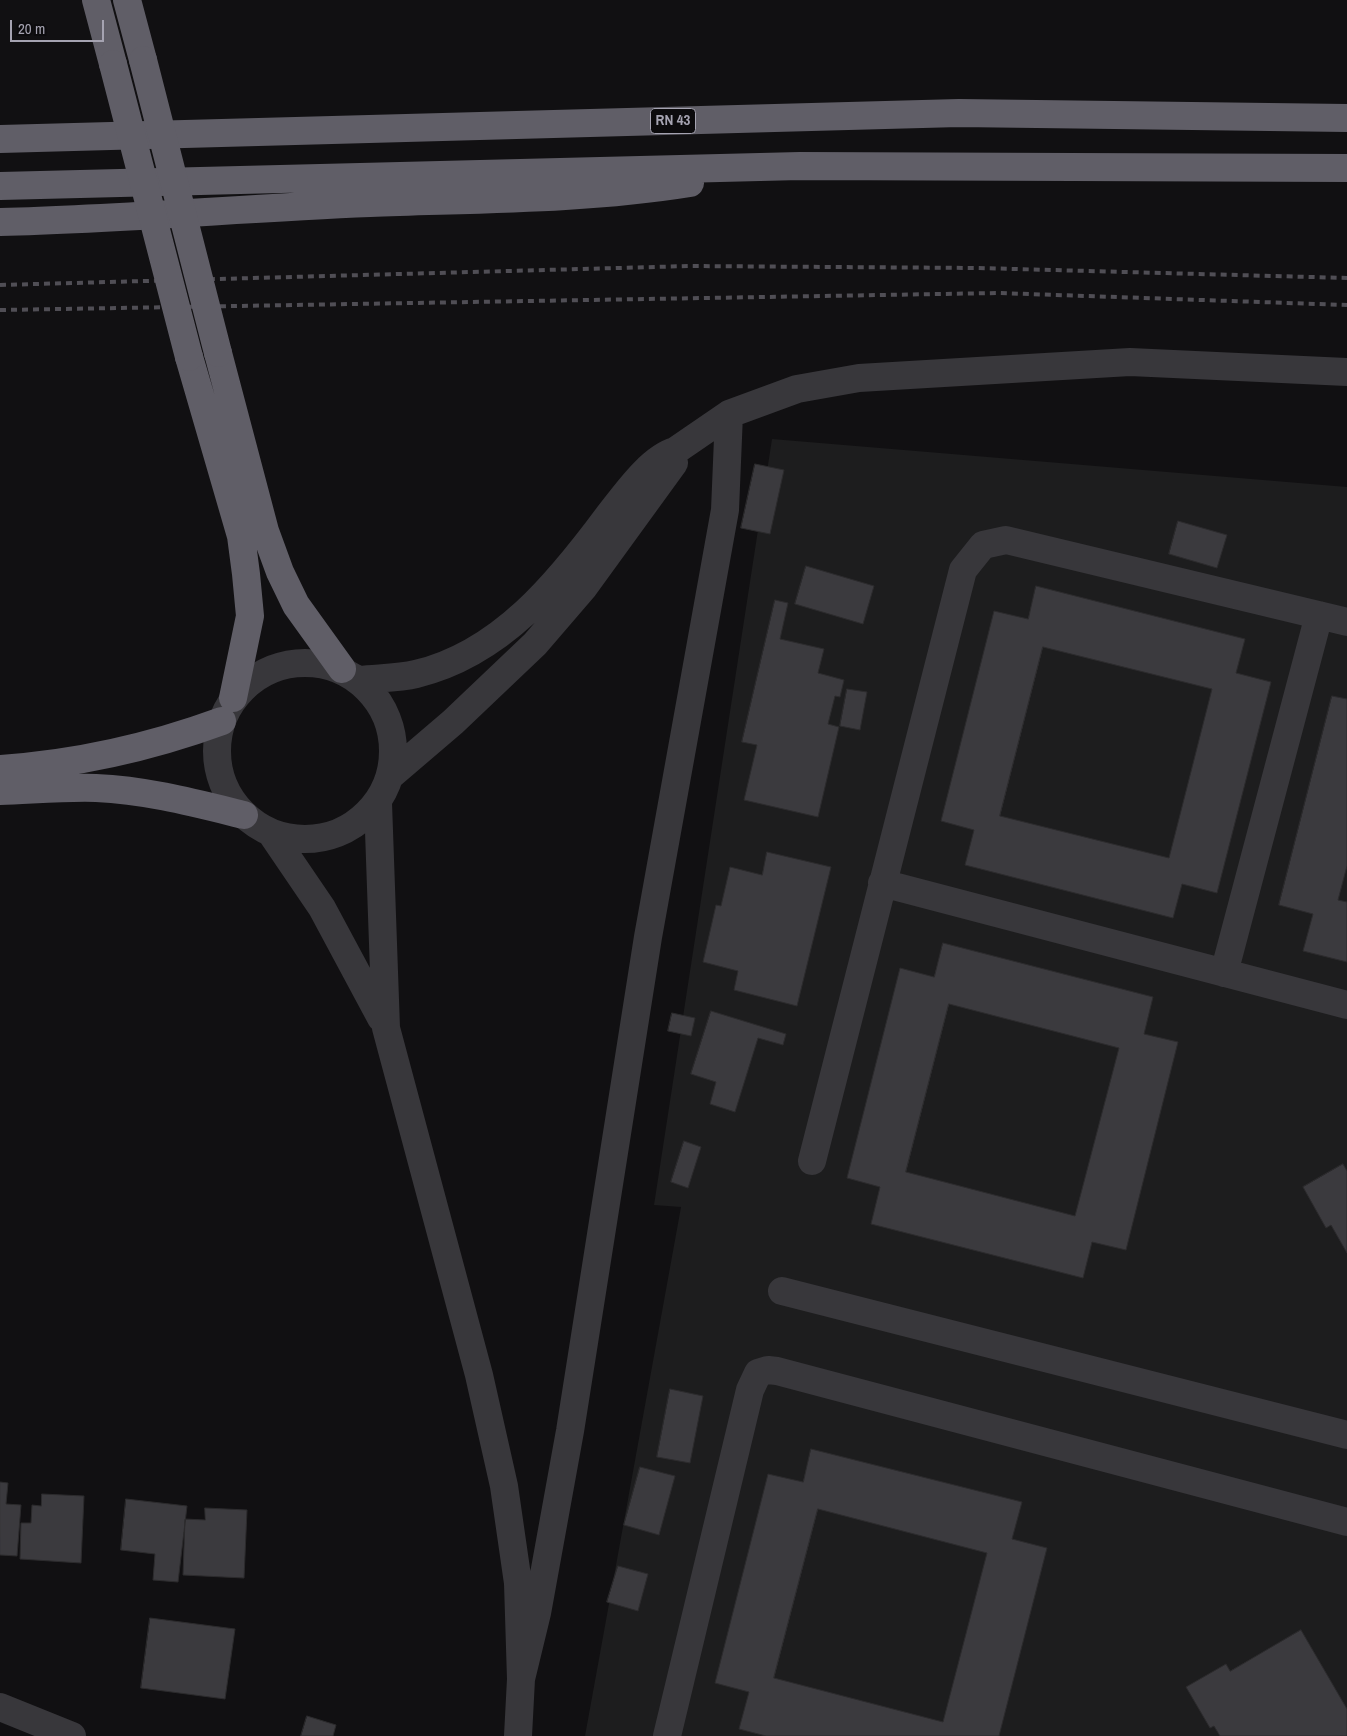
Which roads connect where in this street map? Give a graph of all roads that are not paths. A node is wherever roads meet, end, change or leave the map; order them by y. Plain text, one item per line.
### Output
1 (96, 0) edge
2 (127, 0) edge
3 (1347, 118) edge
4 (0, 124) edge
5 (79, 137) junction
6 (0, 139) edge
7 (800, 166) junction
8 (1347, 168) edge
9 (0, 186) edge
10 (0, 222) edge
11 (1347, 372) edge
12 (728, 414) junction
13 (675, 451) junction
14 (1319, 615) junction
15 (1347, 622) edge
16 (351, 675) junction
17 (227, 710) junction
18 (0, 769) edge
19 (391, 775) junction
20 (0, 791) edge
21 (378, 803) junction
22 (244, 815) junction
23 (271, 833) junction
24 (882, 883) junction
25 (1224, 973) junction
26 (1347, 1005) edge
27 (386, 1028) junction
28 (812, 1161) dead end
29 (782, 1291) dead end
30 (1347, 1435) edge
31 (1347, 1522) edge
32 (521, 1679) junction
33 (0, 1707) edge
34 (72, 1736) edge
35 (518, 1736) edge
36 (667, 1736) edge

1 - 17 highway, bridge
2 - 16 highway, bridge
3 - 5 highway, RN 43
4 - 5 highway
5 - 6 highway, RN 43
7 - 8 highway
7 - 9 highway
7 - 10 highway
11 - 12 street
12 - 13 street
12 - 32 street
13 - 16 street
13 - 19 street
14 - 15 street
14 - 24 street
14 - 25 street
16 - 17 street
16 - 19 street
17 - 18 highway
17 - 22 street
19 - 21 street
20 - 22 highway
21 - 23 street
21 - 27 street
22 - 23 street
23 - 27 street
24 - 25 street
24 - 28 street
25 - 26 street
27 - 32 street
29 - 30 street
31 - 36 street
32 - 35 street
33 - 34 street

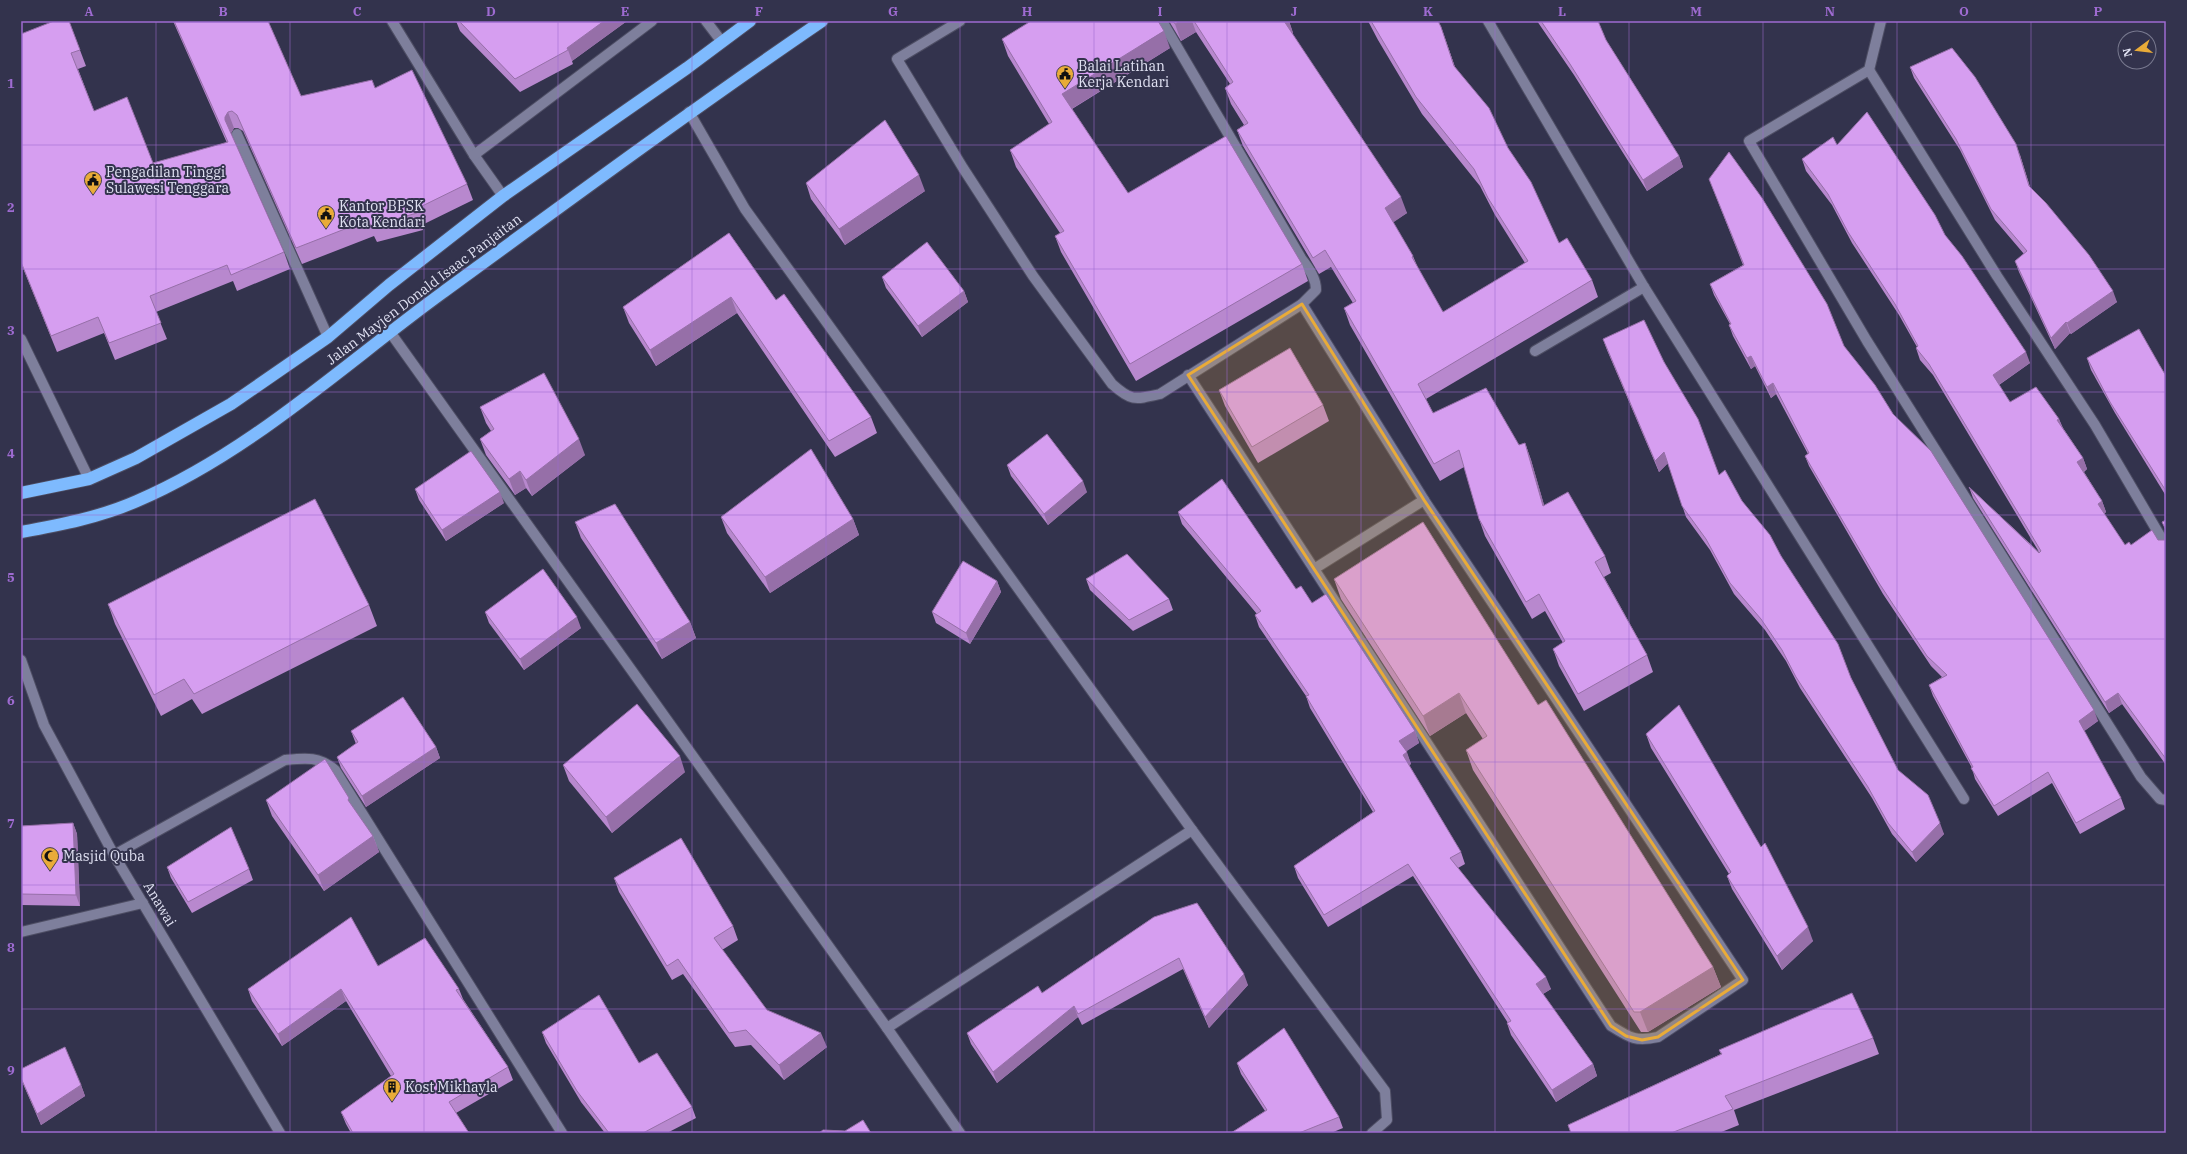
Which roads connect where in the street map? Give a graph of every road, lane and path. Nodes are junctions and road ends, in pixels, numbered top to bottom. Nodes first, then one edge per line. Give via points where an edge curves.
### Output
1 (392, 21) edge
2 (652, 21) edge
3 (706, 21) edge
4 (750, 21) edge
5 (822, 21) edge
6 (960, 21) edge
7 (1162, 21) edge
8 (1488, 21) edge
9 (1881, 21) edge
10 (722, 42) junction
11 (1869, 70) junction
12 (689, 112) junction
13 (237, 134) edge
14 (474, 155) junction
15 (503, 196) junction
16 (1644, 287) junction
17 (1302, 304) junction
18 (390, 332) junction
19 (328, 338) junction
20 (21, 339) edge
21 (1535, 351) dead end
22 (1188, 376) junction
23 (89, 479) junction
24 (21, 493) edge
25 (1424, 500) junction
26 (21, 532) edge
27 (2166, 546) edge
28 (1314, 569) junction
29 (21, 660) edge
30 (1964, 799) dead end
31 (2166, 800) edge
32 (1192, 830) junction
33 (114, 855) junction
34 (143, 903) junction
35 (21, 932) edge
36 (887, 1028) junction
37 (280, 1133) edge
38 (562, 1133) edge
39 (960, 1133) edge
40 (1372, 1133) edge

+ + + + +

» **Your objective**: Where in the entries does the word "roads" occur? Copy out each line that has it.

» **Final answer**:
Which roads connect where in this street map? Give a graph of all roads that are not paths. A node is wherever roads meet, end, change or leave the map; order them by y. Plain text, one item per line.
Which roads connect where in the street map? Give a graph of every road, lane and path. Nodes are junctions and road ends, in pixels, numbered top to bottom. Nodes first, then one edge per line. Give via points where an edge curves.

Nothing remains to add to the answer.